(Stored dataset items)
◆ ◆ ◆ ◆
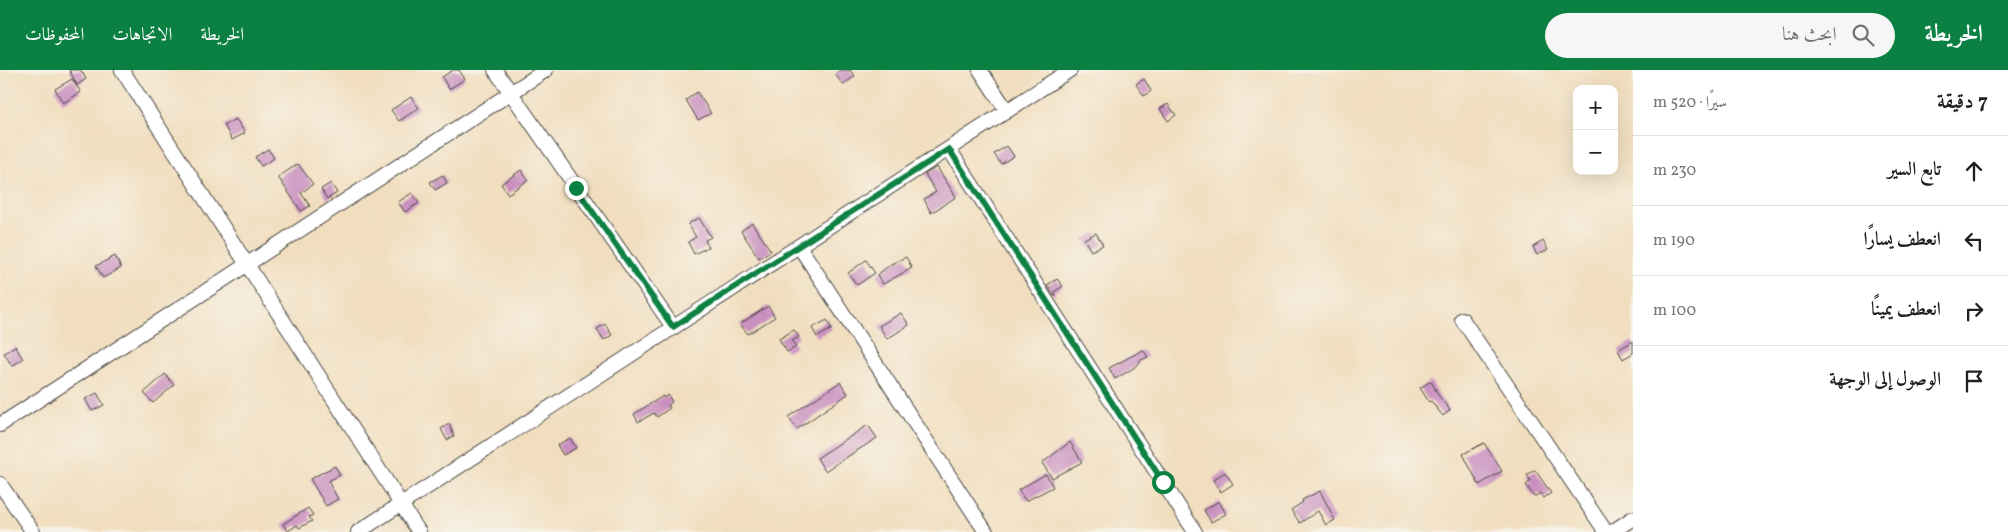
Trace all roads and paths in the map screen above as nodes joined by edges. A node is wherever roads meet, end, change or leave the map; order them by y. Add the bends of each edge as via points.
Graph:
1 (122, 70) edge
2 (495, 70) edge
3 (546, 70) edge
4 (980, 70) edge
5 (1070, 70) edge
6 (511, 93) junction
7 (1007, 111) junction
8 (949, 149) junction
9 (799, 246) junction
10 (247, 265) junction
11 (1462, 319) dead end
12 (673, 327) junction
13 (0, 425) edge
14 (0, 484) edge
15 (401, 504) junction
16 (1633, 518) edge
17 (32, 532) edge
18 (358, 532) edge
19 (419, 532) edge
20 (986, 532) edge
21 (1195, 532) edge
22 (1606, 532) edge
23 (1612, 532) edge

1 - 10 street
2 - 6 street
3 - 6 street
4 - 7 street
5 - 7 street
6 - 10 street
6 - 12 street
7 - 8 street
8 - 9 street
8 - 21 street
9 - 12 street
9 - 20 street
10 - 13 street
10 - 15 street
11 - 22 street
12 - 15 street
14 - 17 street
15 - 18 street
15 - 19 street
16 - 23 street

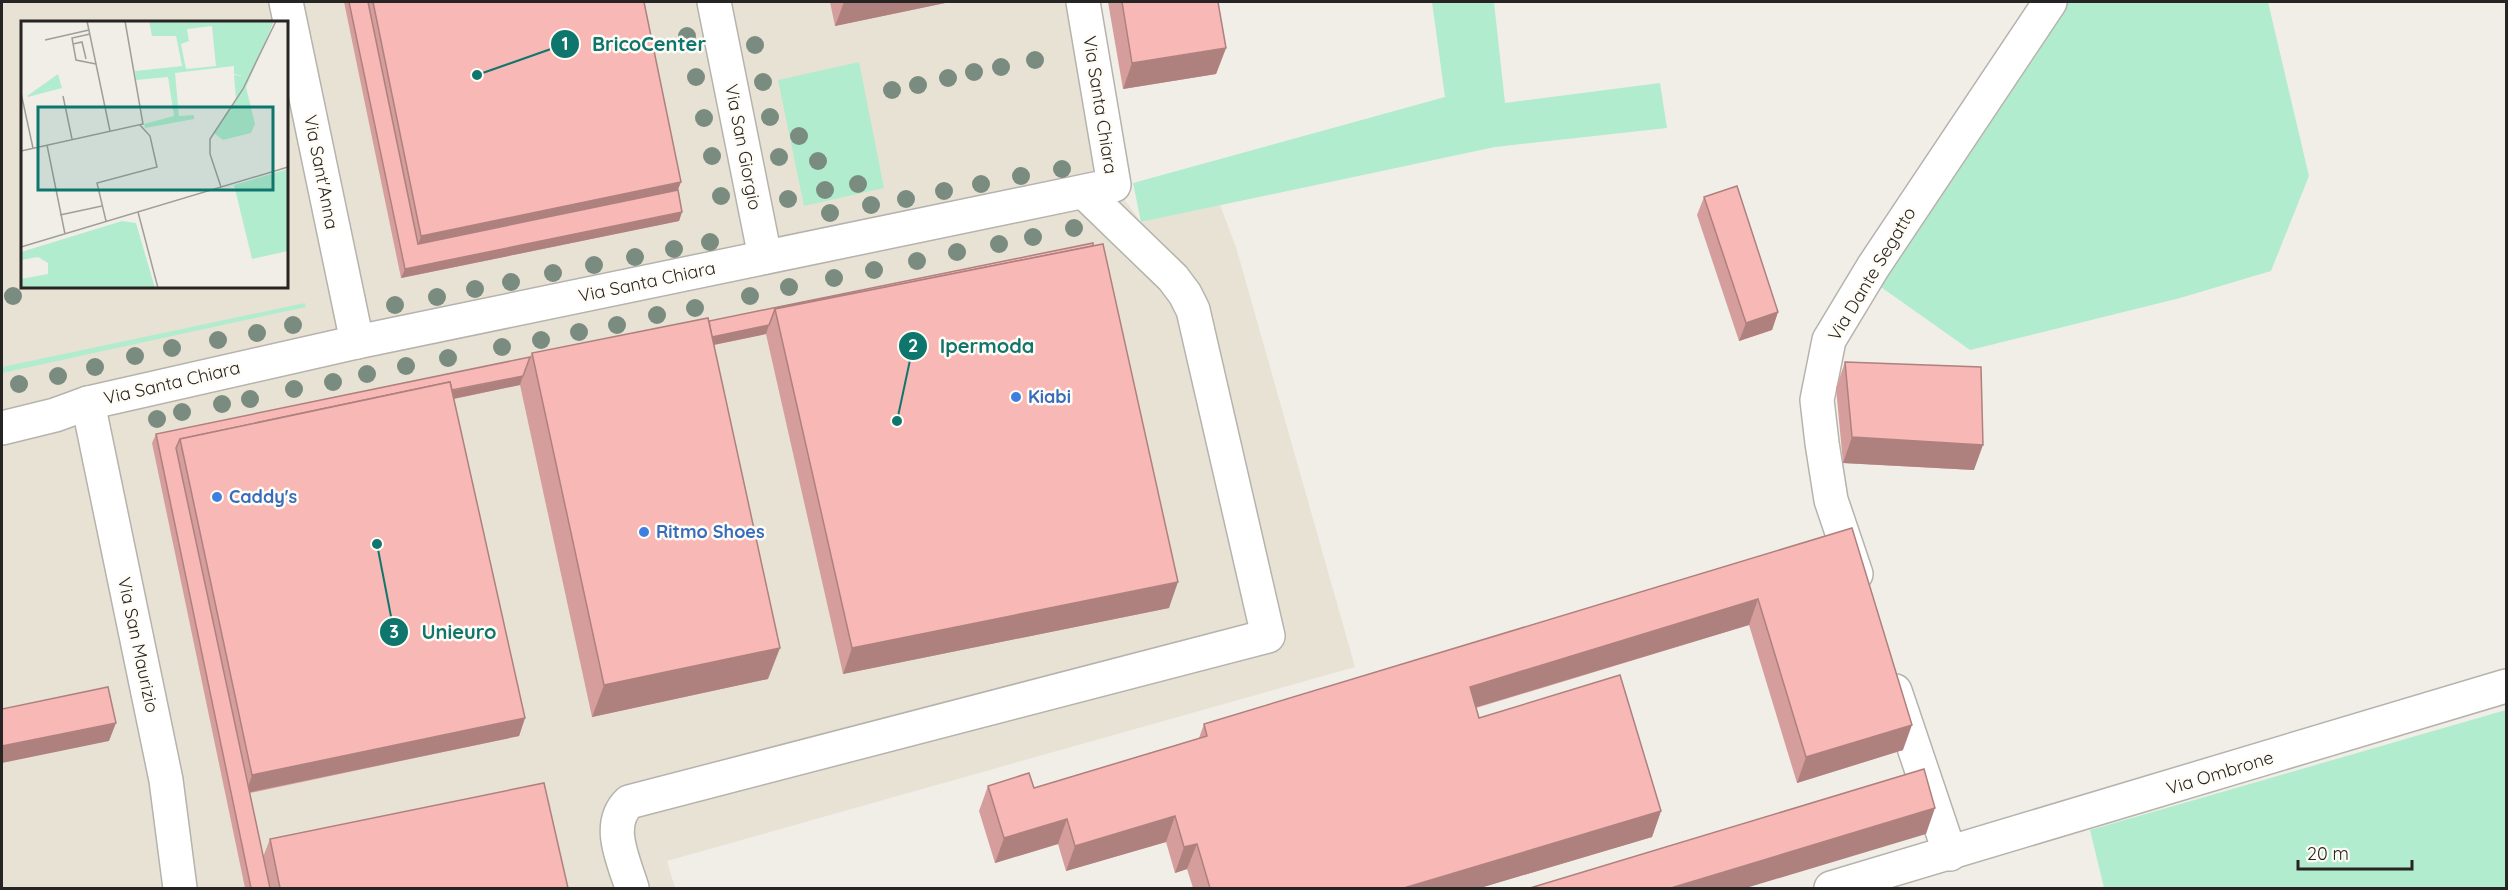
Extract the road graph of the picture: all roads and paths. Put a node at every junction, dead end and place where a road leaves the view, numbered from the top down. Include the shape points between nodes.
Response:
◆ ◆ ◆ ◆
### TASK OBJECTIVE
Go through the lines above and tally those with the string "nodes". The total is all that is needed.

### EXERCISE ANSWER
2